Provided entries
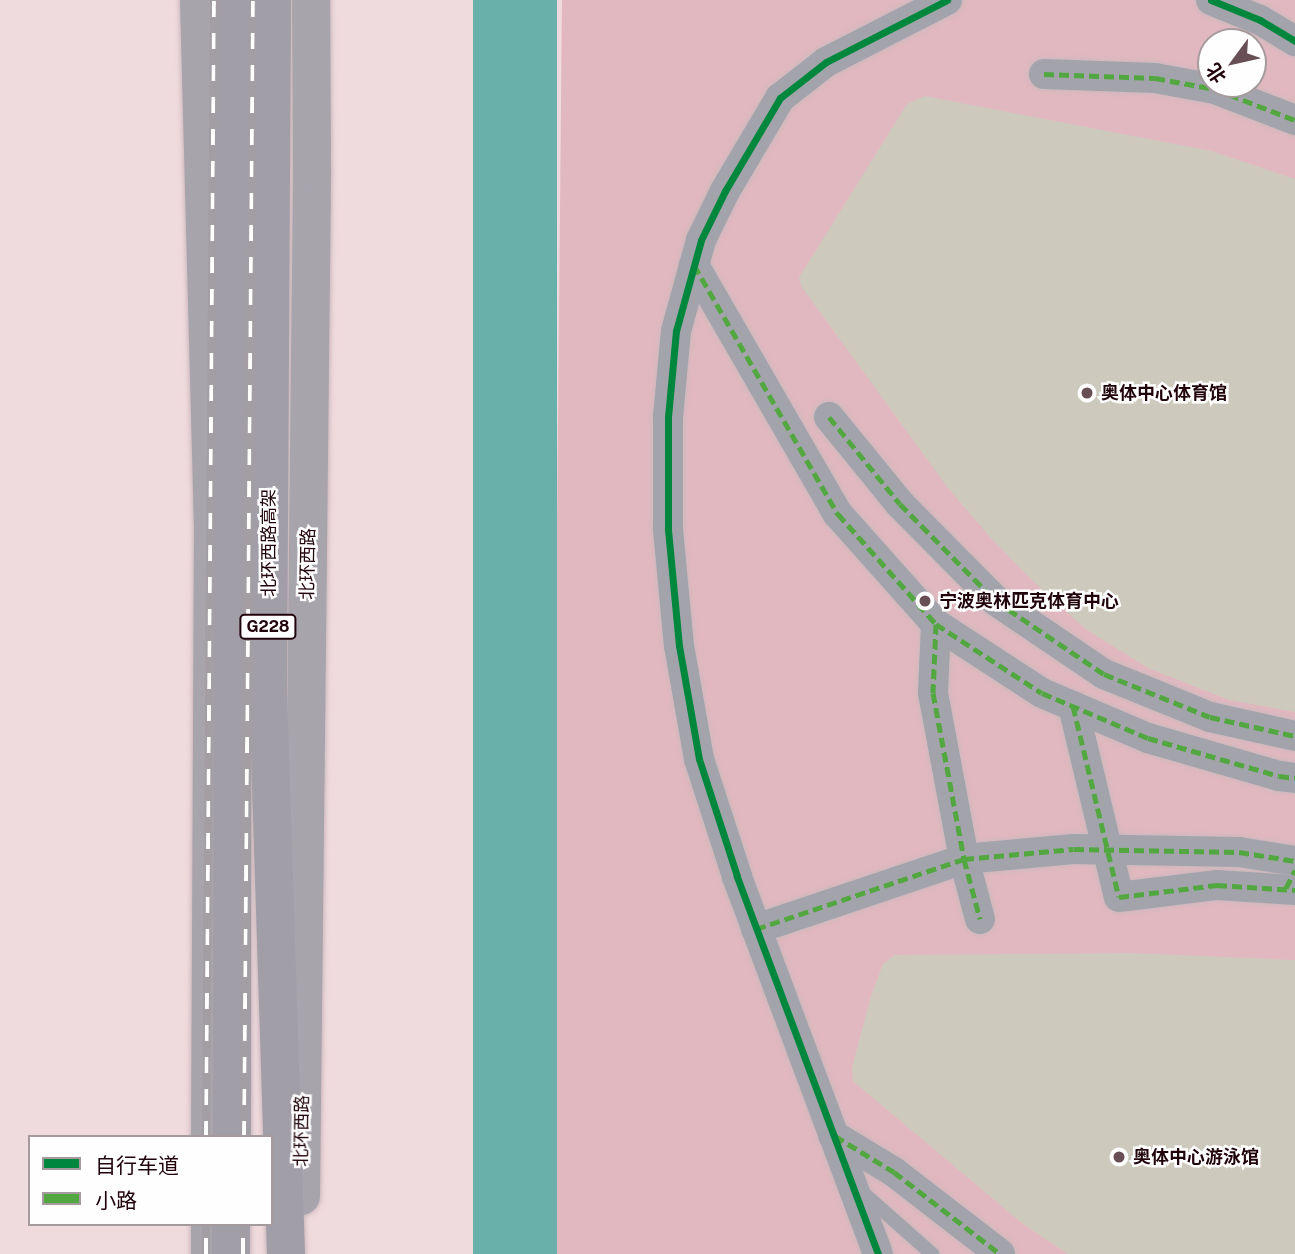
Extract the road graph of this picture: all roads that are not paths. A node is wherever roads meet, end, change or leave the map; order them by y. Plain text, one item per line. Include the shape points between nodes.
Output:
1 (199, 0) edge
2 (233, 0) edge
3 (272, 0) edge
4 (311, 0) edge
5 (947, 0) edge
6 (1211, 0) edge
7 (1295, 41) edge
8 (1044, 74) dead end
9 (1295, 120) edge
10 (694, 265) junction
11 (829, 417) dead end
12 (936, 624) junction
13 (1073, 706) junction
14 (1295, 736) edge
15 (1295, 778) edge
16 (1108, 850) junction
17 (964, 859) junction
18 (1293, 877) edge
19 (980, 919) dead end
20 (756, 929) junction
21 (210, 1135) edge
22 (232, 1135) edge
23 (833, 1135) junction
24 (851, 1182) junction
25 (210, 1226) edge
26 (231, 1226) edge
27 (209, 1254) edge
28 (231, 1254) edge
29 (286, 1254) edge
30 (300, 1254) edge
31 (878, 1254) edge
32 (932, 1254) edge
33 (1000, 1254) edge

1 - 21 main road via 213,527
2 - 22 highway, 北环西路高架 / G228
3 - 29 highway, 北环西路高架 / G228 via 268,691
4 - 30 main road, 北环西路
5 - 10 street via 826,62 780,99 725,191
6 - 7 street via 1260,20
8 - 9 street via 1155,78 1215,89
10 - 12 street via 838,514
10 - 20 street via 676,331 668,417 668,529 679,646 699,759
11 - 14 street via 900,504 996,601 1104,674 1210,717
12 - 13 street via 1042,693
12 - 17 street via 933,693
13 - 15 street via 1148,738
13 - 16 street
16 - 17 street
16 - 18 street via 1239,852
16 - 18 street via 1119,897
17 - 19 street
17 - 20 street
20 - 23 street
23 - 24 street
23 - 33 street via 894,1172
24 - 31 street
24 - 32 lane
25 - 27 main road
26 - 28 highway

Task to complete
Find the word "dead" in the data and copy out each line where it turns up.

Exercise result
8 (1044, 74) dead end
11 (829, 417) dead end
19 (980, 919) dead end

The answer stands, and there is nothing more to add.